Fusarium head blight (FHB) caused by the fungal pathogen Fusarium graminearum is one of the most
devastating diseases in barley. However, effective resistance has not been
identified in barley germplasm. To enhance barley resistance to FHB, we used host-induced
gene silencing (HIGS) to target the F. graminearum histone acetyltransferase
gene FgGCN5 in the present study. In the
loss-of-function Fggcn5 mutant (ΔFgGCN5), acetylation levels of
histone H3 were significantly decreased at several specific lysins, leading to
a genome-wide differential expression and impaired metabolic processes
affecting pathogenicity of F. graminearum.
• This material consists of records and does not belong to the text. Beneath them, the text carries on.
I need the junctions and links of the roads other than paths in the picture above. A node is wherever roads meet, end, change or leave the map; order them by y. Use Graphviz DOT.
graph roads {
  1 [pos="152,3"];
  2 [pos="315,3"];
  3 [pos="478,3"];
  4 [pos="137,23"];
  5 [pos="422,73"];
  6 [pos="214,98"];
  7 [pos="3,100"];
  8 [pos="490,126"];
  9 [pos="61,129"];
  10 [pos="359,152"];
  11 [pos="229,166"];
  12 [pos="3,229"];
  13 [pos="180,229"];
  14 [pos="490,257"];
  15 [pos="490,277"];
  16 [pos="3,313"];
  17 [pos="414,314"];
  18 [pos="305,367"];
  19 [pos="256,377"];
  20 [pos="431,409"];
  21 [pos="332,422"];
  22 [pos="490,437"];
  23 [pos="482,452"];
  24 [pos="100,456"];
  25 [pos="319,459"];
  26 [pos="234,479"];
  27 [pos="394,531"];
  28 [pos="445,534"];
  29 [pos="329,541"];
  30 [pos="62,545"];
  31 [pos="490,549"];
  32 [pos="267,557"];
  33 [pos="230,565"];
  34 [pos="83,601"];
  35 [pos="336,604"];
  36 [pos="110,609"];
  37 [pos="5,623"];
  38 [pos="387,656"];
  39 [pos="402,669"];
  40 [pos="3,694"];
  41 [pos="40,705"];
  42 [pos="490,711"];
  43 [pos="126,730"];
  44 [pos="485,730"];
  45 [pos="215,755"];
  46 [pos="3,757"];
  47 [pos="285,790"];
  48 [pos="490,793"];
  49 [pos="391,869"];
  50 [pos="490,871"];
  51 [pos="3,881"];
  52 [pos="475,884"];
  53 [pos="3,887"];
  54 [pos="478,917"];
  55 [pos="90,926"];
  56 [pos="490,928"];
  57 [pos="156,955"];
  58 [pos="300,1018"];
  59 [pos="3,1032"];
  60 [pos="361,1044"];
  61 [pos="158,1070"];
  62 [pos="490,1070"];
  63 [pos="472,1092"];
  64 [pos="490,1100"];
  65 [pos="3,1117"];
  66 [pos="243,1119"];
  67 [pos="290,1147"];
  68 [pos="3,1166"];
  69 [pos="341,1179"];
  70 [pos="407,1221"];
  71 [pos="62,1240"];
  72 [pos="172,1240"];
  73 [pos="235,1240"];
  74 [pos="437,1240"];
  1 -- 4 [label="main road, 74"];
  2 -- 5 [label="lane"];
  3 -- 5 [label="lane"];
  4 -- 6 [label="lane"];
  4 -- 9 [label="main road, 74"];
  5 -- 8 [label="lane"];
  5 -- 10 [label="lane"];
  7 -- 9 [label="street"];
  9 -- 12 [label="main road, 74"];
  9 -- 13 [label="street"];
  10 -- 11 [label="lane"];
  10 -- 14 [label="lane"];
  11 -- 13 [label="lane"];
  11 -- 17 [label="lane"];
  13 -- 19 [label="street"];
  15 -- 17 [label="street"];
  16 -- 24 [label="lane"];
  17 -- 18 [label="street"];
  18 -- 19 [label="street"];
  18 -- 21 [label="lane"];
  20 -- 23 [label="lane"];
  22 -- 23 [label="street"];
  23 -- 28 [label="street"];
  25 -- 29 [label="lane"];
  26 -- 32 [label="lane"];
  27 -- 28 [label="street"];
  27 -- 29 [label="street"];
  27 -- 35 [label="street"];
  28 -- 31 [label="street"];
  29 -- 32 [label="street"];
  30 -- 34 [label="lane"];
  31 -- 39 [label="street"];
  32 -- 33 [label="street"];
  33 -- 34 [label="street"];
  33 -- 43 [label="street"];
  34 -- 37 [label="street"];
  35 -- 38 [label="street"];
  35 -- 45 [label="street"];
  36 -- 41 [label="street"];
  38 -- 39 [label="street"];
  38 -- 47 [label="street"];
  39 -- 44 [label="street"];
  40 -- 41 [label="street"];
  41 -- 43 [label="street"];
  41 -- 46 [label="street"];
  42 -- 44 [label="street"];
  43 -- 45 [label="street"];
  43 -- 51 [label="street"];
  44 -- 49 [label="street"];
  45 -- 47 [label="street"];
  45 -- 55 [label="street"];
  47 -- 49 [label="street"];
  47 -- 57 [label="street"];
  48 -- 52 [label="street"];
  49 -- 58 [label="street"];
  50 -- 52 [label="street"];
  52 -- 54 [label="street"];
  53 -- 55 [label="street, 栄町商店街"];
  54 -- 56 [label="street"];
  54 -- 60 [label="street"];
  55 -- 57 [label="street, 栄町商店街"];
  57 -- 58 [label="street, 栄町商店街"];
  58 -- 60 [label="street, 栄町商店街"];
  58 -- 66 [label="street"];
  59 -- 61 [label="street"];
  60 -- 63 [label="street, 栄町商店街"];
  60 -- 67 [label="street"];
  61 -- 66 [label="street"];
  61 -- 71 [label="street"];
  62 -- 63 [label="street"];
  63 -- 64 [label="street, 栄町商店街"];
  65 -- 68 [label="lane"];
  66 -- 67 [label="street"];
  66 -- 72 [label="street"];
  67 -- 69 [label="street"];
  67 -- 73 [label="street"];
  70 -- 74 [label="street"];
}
Using Agrobacterium-mediated gene
transformation, we have generated transgenic plants and selected homozygous
transformants in the late generations. Despite demonstrated production of
small-interfering RNAs (siRNAs) homologous to FgGCN5 in the transgenic barley; the disease severity, DON
accumulation, and fungal biomass showed no significant difference from
wild-type. In line with these observations, quantitative revere transcription
PCR (qRT-PCR) analysis showed the expression levels of FgSCN5 were not
affected by the HIGS construct in the transgenic plants, indicating an inefficiency
of the generated siRNAs on silencing the target gene. This research allows for
more in-depth analysis for the use of HIGS against FHB. Follow-up
investigations with more independent transgenic lines are ongoing to address the
incompetence of HIGS targeting FgSCN5 to provide FHB resistance.